Bien qu’il n’ait été possible de réaliser une forme de tuile adaptée à chaque pays, le défi a pu être relevé avec brio en Italie. Le seul point commun de cette tuile solaire et de ses prédécesseurs médiévaux demeure la couleur et la forme. L’argile a fait place à une variante plus moderne en matière synthétique. Le centre de cette tuile surplombant le bâtiment – appelé « Moine » – abrite sous une feuille transparente les cellules ou modules thermiques solaires. Cette tuile solaire a été mise au point par Roberto Corvaglia et Sante Bortoletto de REM. « Afin d’atteindre une production énergétique optimale, deux facteurs sont décisifs : de puissantes cellules solaires et une feuille de recouvrement dotée d’un fort coefficient de transmission », principe expliqué par Monsieur Bortoletto. Par transmission on entend la perméabilité à la lumière. Celle-ci a été un critère décisif pour ses inventeurs dans le choix du matériau : « Pour la feuille, nous utilisons du PLEXIGLAS® puisqu’il possède un coefficient de transmission supérieur à 90 pour cent et laisse ainsi pénétrer considérablement plus de lumière que les autres matières synthétiques qui en outre sont moins résistantes aux UV et jaunissent au fil du temps », commente Monsieur Corvaglia.

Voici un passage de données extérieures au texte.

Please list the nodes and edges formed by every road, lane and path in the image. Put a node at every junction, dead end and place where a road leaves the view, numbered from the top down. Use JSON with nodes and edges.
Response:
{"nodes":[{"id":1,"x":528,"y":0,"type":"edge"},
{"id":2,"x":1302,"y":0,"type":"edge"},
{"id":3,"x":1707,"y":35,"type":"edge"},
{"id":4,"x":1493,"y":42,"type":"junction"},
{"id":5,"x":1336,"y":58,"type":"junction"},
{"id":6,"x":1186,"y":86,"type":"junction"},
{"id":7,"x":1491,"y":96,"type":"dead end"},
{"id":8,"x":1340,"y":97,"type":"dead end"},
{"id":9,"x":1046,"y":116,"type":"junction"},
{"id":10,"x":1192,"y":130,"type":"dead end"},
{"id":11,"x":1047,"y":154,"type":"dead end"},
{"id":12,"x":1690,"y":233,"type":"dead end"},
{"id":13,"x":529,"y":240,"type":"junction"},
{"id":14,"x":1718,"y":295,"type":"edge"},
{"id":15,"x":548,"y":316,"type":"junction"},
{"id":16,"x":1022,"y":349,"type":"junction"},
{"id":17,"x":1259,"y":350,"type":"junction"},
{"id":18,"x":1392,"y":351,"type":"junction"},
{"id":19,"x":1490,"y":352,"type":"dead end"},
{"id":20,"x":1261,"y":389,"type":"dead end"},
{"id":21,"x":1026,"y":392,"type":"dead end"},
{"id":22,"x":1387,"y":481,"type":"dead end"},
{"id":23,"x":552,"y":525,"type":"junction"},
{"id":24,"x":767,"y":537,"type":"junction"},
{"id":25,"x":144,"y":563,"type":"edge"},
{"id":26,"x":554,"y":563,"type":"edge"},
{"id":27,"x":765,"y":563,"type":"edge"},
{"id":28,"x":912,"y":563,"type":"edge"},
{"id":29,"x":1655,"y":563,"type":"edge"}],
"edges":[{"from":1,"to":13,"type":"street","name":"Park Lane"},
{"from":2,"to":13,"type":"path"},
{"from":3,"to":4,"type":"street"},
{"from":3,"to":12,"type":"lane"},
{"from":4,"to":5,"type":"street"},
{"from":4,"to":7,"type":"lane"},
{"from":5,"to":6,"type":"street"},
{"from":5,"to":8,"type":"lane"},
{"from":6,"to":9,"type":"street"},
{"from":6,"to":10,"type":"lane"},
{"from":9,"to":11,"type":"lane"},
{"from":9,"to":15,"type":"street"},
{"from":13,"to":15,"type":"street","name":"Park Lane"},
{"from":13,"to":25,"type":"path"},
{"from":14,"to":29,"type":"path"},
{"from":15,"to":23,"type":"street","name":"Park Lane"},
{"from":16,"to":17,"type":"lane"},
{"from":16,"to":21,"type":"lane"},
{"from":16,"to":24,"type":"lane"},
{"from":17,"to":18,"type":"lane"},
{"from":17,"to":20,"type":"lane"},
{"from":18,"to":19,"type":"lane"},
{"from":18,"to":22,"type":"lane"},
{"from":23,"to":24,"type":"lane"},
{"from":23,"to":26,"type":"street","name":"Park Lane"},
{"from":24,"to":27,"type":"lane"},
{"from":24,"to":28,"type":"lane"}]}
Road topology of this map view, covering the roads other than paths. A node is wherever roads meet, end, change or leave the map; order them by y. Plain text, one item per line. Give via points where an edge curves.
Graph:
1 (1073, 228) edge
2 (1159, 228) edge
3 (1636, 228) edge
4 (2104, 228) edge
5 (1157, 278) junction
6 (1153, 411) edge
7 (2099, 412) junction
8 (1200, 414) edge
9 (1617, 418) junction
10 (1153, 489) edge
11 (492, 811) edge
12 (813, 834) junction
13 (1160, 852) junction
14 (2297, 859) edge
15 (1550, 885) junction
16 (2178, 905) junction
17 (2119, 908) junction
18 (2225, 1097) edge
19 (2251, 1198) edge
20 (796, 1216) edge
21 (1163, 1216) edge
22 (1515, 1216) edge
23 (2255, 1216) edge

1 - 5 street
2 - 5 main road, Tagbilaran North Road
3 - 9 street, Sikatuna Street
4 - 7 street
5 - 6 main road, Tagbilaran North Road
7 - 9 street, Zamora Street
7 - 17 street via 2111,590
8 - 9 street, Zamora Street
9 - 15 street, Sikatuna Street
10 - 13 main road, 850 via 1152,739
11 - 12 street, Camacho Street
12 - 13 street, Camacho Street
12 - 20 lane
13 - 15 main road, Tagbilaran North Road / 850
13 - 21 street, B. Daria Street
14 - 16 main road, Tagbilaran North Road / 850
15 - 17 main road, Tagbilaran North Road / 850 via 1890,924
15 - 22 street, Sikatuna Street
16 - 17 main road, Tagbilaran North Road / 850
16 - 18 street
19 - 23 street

Afin que les cellules solaires foncées demeurent invisibles de l’extérieur au travers de la feuille transparente, Messieurs Corvaglia et Bortoletto ont recours à une astuce : « La face intérieure de la feuille possède une structure particulièrement fine. De cette manière, les rayons solaires peuvent certes pénétrer à l’intérieur sans que l’on puisse toutefois discerner quoique ce soit de l’extérieur. Nous pouvons ainsi éviter que les cellules solaires noires ne viennent altérer l’aspect argileux des tuiles », précise Monsieur Corvaglia. A une certaine distance, il devient impossible de constater la moindre différence par rapport aux tuiles traditionnelles. Outre ses propriétés esthétiques, la feuille doit également s’avérer robuste. A ce sujet, Monsieur Bortoletto déclare : « Même la grêle ne représente aucun problème puisque le PLEXIGLAS® résiste parfaitement à cette influence environnementale. »  

 

Une aide précieuse pour les couvreurs

La stabilité de la feuille est renforcée par une entretoise. Cette dernière permet de marcher sur les tuiles sans problème, avantage décisif lors du montage. Cette technologie se révèle une fois encore complaisante aux couvreurs : grâce à une simple fiche de raccordement, les tuiles solaires peuvent être installées sans avoir recours au service d’un électricien. Pour une couverture spécialement rapide, les tuiles solaires sont également disponibles en tant que module pour toit prémonté avec isolation et support de fixation. Cependant chaque tuile solaire fonctionne indépendamment des autres. Si une tuile est défectueuse, les autres continuent ainsi à produire du courant.

 

Au Sud et au Nord des Alpes

Les tuiles TechTile ne sont pas seulement adaptées au bassin méditerranéen bercé de soleil. Elles sont tout aussi intéressantes pour le Nord de l’Europe. Ce faisant, ces paysages nécessitent toutefois d’autres formes. La forme « Tuile plate » est ainsi largement représentée en Allemagne. « Nous sommes actuellement affairés à la production de nouvelles formes adaptées au paysage situé au Nord des Alpes » confie Monsieur Corvaglia. Dans un proche avenir, la tuile solaire pourrait ainsi également convertir des toits historiques en zones productrices d’énergie en Europe septentrionale.